[Bioc-devel] rhdf5 help
Joseph Nathaniel Paulson
jpaulson at umiacs.umd.edu
Sat Oct 25 21:07:09 CEST 2014
Hello,
I'm in the process of writing a few wrappers for loading and writing out
files in the biom-format
<http://biom-format.org/documentation/format_versions/biom-2.1.html> that
happens to be in HDF5 format.
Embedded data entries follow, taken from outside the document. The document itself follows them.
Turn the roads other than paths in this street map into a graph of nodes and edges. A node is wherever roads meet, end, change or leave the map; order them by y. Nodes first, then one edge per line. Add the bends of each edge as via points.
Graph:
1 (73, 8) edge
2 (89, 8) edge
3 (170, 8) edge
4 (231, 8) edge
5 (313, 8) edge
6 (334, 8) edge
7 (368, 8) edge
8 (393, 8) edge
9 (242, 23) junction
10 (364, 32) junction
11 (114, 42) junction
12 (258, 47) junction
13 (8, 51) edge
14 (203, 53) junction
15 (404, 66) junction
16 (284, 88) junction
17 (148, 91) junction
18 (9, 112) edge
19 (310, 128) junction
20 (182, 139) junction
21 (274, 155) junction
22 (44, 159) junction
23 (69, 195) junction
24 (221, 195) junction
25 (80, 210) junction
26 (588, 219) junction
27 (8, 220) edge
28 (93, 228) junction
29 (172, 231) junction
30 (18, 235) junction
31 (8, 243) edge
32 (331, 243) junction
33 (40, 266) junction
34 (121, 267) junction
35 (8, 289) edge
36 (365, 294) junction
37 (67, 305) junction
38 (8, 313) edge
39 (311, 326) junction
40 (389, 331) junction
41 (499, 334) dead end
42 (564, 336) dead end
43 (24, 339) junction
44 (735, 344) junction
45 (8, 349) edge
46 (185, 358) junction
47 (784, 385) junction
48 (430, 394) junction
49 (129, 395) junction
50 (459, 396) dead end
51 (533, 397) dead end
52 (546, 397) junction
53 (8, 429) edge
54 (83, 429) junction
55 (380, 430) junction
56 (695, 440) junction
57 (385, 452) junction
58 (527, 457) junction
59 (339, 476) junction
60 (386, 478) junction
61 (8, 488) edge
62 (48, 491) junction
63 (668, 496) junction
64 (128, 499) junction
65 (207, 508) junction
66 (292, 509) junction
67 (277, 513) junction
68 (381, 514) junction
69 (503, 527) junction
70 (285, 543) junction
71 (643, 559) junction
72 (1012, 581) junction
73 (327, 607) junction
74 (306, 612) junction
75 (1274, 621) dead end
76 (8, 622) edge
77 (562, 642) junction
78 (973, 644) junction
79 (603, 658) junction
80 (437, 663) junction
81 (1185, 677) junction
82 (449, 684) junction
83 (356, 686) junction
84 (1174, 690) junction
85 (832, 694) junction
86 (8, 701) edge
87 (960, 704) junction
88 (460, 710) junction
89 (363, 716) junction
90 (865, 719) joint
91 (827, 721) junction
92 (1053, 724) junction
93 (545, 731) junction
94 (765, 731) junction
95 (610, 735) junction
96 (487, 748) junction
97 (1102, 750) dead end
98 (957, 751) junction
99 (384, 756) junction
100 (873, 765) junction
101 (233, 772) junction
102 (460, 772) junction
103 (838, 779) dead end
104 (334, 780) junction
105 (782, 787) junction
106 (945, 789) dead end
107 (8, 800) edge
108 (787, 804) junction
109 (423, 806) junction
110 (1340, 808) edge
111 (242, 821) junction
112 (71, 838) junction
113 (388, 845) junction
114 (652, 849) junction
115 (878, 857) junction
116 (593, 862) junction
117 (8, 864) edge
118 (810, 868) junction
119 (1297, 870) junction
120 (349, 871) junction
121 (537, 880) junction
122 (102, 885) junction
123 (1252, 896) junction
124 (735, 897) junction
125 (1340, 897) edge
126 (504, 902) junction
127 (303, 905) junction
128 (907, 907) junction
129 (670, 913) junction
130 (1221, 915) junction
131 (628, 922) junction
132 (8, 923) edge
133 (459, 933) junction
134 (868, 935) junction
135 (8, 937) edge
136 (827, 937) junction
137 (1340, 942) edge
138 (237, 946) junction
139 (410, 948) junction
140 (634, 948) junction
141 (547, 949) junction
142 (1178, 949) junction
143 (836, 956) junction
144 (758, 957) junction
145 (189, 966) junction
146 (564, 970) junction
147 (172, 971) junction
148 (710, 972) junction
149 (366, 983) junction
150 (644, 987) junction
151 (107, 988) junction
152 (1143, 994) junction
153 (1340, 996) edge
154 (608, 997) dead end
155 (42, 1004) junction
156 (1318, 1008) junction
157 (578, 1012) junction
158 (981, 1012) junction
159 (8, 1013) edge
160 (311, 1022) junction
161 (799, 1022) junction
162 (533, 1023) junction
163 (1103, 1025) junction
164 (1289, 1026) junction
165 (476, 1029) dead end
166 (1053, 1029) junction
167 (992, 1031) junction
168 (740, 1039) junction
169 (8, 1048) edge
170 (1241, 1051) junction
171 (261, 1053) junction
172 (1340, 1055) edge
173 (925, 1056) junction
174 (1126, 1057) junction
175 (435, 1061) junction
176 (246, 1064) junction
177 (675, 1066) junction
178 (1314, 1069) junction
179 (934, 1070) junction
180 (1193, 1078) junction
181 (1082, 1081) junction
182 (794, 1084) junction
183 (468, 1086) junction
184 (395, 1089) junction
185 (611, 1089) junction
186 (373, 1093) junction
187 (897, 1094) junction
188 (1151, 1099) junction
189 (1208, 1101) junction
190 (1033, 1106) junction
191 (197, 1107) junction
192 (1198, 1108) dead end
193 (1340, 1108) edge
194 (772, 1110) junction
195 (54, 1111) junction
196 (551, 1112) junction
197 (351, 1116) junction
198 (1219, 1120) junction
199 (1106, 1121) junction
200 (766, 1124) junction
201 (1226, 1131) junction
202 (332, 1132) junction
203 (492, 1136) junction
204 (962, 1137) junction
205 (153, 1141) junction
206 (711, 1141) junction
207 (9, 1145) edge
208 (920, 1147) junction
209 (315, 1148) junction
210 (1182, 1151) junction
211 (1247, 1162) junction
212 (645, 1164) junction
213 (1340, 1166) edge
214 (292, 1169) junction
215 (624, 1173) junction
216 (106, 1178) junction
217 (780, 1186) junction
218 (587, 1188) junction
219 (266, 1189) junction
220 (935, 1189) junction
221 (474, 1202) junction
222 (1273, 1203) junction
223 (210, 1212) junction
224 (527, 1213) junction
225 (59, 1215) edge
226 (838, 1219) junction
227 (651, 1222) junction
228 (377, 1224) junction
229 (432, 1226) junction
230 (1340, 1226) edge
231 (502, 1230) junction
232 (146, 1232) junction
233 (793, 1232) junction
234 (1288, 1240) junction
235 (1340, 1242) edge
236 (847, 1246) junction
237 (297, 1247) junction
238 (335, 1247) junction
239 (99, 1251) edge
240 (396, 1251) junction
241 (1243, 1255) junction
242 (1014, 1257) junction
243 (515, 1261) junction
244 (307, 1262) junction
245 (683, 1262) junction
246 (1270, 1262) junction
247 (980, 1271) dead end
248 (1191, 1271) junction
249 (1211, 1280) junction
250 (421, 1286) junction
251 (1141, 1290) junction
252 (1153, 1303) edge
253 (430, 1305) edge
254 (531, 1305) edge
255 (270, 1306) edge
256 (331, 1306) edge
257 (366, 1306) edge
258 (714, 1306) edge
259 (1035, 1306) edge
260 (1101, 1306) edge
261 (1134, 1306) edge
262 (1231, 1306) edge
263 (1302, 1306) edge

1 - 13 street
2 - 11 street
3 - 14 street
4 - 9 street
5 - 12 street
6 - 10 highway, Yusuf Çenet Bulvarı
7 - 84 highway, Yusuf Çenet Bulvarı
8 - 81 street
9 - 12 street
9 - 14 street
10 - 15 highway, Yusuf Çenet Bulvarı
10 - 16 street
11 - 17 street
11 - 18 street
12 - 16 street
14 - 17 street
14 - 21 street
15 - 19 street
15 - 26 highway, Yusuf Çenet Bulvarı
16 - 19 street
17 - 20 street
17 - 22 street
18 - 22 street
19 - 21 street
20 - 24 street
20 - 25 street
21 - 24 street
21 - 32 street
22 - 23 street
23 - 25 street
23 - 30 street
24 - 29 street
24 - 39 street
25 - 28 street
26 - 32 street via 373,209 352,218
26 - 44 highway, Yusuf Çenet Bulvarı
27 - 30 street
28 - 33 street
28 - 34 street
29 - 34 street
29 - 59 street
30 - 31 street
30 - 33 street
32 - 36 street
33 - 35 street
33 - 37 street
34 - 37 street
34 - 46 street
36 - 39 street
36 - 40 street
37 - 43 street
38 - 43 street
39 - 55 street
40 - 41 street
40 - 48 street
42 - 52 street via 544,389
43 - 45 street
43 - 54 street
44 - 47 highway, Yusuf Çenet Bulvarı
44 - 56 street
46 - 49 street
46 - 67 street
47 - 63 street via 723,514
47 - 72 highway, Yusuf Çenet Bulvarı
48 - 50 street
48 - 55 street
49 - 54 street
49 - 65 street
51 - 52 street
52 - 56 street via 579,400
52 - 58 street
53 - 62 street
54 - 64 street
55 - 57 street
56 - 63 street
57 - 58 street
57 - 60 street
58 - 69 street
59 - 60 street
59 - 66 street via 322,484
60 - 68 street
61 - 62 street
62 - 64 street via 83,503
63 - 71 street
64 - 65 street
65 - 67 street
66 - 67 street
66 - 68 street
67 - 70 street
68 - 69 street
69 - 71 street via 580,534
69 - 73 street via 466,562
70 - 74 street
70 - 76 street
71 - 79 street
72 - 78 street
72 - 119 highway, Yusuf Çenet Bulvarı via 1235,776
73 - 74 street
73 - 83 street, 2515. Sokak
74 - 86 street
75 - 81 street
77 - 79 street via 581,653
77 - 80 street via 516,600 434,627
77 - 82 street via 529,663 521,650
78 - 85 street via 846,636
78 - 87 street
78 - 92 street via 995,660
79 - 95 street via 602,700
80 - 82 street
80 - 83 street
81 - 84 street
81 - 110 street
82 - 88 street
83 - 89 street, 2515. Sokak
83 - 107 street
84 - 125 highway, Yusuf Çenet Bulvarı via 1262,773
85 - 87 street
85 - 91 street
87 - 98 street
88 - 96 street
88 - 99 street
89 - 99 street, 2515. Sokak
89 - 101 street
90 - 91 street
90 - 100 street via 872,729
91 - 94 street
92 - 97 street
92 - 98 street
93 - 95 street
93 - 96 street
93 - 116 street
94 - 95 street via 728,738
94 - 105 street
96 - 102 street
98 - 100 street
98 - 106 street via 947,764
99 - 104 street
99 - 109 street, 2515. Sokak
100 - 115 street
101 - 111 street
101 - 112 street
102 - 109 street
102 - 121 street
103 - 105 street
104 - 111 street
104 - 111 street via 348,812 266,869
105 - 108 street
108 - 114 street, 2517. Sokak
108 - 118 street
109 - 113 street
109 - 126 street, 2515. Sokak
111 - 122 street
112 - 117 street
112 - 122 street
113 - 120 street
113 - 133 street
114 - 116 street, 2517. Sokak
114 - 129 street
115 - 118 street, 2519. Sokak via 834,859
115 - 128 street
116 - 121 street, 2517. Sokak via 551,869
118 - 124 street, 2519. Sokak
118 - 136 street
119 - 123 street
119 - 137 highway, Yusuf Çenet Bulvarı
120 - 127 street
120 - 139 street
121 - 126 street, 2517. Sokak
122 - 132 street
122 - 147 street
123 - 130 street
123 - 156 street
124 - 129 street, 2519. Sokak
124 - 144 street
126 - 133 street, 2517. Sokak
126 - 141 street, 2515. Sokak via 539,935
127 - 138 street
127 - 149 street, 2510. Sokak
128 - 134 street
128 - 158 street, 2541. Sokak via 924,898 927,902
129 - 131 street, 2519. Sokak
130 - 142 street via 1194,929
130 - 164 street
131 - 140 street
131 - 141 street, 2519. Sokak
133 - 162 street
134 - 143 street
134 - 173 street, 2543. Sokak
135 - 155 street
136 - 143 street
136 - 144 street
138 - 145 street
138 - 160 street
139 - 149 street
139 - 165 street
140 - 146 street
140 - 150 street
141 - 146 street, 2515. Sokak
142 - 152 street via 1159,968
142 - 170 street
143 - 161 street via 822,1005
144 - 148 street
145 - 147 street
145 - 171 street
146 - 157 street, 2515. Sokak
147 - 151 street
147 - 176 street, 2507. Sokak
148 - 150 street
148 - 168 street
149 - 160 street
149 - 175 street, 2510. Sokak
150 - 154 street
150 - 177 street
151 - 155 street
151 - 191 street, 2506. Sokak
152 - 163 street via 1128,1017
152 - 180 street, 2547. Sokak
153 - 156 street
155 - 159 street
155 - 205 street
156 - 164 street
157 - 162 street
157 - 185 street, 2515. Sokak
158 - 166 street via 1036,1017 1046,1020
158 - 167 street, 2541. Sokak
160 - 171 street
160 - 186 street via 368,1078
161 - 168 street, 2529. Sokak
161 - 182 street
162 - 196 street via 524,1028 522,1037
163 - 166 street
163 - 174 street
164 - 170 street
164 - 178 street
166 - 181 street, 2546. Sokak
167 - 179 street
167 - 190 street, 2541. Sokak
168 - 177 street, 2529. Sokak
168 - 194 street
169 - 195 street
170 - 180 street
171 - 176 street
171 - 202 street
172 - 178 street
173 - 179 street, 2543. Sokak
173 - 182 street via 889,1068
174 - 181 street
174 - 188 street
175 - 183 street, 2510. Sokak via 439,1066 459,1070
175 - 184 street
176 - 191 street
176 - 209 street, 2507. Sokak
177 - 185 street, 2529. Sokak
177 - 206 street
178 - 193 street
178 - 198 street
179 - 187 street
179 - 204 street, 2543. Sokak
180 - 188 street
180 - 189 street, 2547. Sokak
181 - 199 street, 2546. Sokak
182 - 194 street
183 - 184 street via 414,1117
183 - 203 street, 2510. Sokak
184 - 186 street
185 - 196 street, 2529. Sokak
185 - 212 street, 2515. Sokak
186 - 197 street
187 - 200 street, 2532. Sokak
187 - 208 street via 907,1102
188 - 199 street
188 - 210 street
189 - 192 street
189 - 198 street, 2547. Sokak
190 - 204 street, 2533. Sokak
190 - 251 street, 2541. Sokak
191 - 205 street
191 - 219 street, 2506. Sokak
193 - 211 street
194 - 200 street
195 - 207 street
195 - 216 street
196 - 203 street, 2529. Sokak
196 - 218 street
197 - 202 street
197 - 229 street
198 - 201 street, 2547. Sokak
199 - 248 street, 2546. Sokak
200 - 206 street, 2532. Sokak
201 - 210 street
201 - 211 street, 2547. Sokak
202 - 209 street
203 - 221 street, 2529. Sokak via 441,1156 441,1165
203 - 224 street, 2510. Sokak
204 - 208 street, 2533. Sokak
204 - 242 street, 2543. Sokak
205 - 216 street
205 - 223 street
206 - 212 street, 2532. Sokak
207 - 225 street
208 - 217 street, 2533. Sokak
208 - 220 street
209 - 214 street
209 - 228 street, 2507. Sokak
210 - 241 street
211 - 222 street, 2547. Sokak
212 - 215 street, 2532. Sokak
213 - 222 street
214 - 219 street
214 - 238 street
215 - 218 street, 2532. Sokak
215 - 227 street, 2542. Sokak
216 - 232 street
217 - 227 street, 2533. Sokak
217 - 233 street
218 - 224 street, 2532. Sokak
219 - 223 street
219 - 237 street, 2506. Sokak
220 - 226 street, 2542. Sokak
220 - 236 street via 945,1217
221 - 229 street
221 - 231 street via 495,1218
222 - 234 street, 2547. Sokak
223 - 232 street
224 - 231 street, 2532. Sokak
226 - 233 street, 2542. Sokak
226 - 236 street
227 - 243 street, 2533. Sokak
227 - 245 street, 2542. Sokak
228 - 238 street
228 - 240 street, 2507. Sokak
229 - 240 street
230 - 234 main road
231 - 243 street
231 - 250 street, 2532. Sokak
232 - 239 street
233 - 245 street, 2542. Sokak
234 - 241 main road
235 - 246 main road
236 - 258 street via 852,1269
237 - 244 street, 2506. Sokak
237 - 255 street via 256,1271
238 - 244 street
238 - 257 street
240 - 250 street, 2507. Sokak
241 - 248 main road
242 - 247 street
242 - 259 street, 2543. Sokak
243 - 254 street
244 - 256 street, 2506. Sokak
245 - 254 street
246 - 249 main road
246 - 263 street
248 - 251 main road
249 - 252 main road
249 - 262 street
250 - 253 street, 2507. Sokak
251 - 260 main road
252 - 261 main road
The rhdf5 package is great, but in
particular, the beginning of every file (as an example:
https://github.com/biocore/biom-format/blob/master/examples/rich_sparse_otu_table_hdf5.biom
)
has missing information that I can get running the command-line version of
hdf5dump
Running hdf5dump vs. 1.8.7 I'm able to see *creation-date*, *format-url*,
*format-version*, etc (see below).
However, running h5read/ls on the same object none of these
categories/groups come up. My goal is to get the format-verson, etc groups
that are not showing up.
Thank you,
Joseph Paulson
*Example:*
*# in R*
*str(h5read("./rich_sparse_otu_table_hdf5.biom","/"))*List of 2
$ observation:List of 4
..$ group-metadata: NULL
..$ ids : chr [1:5(1d)] "GG_OTU_1" "GG_OTU_2" "GG_OTU_3"
"GG_OTU_4" ...
..$ matrix :List of 3
.. ..$ data : num [1:15(1d)] 1 5 1 2 3 1 1 4 2 2 ...
.. ..$ indices: int [1:15(1d)] 2 0 1 3 4 5 2 3 5 0 ...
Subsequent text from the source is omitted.